Because Obsidian Entertainment also had to develop Fallout: New Vegas for consoles alongside the PC, the team had some creative decisions that ended up falling through during development. In the interview, Josh Sawyer and Malcolm Holmes discuss how Obsidian Entertainment was unable to get one of the main hubs of the world, Freeside, to have a stable version running on consoles. This was due to the hardware limitations of the PlayStation 3 and the Xbox 360, and “that led to Freeside and the suburbs around Vegas being broken up into its own zone. It just would not have run otherwise.”
Scott Everts also talks about original plans of detail that Fallout: New Vegas had started with. He goes on about how “We had a lot of plans early on. Like, ‘Here’s where the water is stored, here’s where the farms are, here’s where the government is centralized. We had it all planned out – it wasn’t just a bunch of random stuff.” He also discusses about how the Mojave would have looked and how “it would have been more separate zones I think, put a big wall around the whole thing and you just see the big tower and it’s a bunch of little zones.” Although these small details and Freeside were cut, the long list of everything that was ultimately cut can be read up on here.
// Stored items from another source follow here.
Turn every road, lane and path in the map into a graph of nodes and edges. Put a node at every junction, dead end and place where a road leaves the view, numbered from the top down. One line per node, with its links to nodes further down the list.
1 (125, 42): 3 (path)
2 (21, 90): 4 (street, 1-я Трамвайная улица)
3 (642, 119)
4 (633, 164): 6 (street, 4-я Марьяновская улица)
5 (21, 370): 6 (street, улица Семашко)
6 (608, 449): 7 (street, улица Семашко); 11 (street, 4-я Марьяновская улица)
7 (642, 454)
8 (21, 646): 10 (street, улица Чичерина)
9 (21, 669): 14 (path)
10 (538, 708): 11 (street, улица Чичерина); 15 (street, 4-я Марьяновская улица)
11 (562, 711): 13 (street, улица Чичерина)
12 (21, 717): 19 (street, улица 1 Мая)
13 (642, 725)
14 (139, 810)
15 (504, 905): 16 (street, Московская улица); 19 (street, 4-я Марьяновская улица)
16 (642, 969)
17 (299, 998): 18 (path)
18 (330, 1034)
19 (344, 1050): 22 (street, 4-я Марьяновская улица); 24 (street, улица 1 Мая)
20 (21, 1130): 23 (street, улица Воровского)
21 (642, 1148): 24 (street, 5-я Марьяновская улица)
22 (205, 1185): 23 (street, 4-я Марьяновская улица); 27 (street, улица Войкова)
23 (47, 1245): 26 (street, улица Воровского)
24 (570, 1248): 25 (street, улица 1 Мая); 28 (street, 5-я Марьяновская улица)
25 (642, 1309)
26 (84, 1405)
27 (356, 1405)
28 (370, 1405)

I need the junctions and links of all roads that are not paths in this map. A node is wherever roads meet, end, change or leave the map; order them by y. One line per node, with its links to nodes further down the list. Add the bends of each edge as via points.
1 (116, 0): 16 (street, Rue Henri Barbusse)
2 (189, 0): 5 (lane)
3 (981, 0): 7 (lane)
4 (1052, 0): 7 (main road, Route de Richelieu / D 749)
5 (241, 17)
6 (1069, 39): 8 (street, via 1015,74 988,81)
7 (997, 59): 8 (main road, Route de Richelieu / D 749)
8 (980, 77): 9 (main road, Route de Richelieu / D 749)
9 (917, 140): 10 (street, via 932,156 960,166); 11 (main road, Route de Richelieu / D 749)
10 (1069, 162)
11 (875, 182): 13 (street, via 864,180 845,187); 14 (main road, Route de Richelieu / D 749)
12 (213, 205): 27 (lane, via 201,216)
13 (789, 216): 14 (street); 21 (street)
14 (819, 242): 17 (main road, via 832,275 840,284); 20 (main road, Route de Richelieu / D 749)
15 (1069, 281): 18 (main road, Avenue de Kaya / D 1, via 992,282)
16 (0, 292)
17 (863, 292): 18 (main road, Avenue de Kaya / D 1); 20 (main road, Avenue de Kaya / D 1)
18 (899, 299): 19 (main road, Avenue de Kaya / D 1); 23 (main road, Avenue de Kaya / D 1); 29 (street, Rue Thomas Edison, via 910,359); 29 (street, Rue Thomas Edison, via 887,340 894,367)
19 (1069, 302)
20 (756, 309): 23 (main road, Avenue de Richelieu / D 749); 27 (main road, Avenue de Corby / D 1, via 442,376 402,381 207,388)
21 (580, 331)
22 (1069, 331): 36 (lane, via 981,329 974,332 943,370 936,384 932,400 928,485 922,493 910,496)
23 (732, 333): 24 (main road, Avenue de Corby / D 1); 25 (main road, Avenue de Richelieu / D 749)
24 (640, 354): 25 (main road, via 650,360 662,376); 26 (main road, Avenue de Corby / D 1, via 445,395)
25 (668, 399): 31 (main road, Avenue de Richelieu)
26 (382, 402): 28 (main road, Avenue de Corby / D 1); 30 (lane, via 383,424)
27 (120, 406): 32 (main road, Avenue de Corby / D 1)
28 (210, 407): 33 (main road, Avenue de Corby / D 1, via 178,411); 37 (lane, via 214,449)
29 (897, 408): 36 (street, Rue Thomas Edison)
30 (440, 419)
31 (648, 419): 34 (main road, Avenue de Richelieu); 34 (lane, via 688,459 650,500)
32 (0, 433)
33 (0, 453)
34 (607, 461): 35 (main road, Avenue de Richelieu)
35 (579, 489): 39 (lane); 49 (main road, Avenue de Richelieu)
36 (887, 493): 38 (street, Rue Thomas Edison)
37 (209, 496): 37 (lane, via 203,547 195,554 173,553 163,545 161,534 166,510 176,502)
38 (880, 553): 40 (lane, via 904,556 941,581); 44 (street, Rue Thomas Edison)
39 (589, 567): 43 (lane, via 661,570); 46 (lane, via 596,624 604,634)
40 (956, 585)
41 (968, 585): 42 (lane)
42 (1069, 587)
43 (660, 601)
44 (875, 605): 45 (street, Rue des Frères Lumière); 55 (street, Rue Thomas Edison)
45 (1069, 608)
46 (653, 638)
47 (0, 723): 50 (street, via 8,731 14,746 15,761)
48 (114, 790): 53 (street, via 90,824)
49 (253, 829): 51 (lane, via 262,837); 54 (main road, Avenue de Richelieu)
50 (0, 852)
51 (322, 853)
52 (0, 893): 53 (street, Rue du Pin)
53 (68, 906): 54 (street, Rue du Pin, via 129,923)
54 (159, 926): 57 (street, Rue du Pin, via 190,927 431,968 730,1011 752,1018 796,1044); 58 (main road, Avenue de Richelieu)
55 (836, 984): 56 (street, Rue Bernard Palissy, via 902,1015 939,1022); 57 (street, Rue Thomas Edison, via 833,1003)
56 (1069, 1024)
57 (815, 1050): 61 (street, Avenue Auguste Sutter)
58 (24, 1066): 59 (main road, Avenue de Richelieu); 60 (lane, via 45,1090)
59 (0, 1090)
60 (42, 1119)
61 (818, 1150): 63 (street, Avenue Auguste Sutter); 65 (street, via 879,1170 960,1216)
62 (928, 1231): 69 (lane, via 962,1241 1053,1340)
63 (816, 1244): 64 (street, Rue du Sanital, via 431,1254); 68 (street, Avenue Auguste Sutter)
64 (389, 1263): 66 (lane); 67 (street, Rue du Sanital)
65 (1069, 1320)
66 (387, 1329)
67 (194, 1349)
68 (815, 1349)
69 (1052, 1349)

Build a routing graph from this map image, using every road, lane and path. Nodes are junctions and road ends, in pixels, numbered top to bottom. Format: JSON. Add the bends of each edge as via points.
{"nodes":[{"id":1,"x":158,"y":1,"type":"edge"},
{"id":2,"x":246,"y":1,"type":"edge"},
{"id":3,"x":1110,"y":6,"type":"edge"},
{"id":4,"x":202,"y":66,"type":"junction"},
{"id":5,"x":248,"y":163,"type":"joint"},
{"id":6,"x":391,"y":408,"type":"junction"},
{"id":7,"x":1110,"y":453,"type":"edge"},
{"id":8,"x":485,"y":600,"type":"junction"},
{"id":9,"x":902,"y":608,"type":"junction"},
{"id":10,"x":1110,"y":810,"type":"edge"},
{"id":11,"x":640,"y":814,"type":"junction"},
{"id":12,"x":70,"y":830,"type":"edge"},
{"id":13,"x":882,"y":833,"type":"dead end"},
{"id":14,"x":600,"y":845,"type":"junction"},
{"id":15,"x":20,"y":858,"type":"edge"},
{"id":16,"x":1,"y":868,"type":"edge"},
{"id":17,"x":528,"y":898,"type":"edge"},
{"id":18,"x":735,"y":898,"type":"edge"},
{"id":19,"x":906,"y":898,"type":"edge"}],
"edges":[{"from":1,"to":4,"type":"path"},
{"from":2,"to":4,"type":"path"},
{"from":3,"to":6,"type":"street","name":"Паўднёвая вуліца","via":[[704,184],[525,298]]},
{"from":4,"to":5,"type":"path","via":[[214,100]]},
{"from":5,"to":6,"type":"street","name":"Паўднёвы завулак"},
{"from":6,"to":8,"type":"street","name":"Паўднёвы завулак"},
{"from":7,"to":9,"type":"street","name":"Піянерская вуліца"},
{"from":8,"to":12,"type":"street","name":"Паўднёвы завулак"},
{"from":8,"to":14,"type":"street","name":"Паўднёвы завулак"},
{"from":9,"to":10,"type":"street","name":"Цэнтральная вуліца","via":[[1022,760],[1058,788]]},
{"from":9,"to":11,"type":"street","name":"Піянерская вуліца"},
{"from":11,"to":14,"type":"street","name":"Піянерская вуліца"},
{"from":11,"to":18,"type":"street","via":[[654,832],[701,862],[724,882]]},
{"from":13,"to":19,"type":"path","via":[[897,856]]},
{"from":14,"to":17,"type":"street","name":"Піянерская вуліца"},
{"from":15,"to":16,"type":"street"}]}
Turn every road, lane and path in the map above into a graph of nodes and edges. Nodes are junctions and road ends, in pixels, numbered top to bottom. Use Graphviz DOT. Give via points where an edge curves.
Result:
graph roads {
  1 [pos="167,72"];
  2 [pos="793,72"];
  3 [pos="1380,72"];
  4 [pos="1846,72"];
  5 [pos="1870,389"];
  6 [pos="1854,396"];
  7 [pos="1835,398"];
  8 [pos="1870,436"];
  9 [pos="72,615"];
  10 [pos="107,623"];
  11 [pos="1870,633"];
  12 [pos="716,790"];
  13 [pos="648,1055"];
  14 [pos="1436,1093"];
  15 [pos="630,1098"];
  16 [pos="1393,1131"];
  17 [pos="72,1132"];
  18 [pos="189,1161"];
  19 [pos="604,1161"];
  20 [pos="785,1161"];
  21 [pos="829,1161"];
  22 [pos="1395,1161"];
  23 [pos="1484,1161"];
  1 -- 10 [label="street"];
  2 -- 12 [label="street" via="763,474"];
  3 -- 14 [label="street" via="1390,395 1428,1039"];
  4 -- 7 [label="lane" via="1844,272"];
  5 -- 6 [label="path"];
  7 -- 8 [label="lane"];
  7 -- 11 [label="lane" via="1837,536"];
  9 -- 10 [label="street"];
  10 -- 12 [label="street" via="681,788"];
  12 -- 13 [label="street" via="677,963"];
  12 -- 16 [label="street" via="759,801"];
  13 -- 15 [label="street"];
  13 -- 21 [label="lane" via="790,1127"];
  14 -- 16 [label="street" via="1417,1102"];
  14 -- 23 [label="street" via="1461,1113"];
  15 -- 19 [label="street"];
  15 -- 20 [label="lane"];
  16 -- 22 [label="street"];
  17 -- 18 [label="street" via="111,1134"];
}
Despite these cutback, the majority of the intended content that Obsidian Entertainment set out to create still made it onto the base game of New Vegas. Thankfully, the modding community has come together to try and patch this cut content into the game. One modder added in small mods to add additional flavor intended for New Vegas, and Josh Sawyer himself created a mod dedicated to “[changing] elements of the game [that] should have been from the start.” Patrolling the Mojave might make you wish for a nuclear winter, but at the very least, it can now bring you the intended Fallout: New Vegas experience.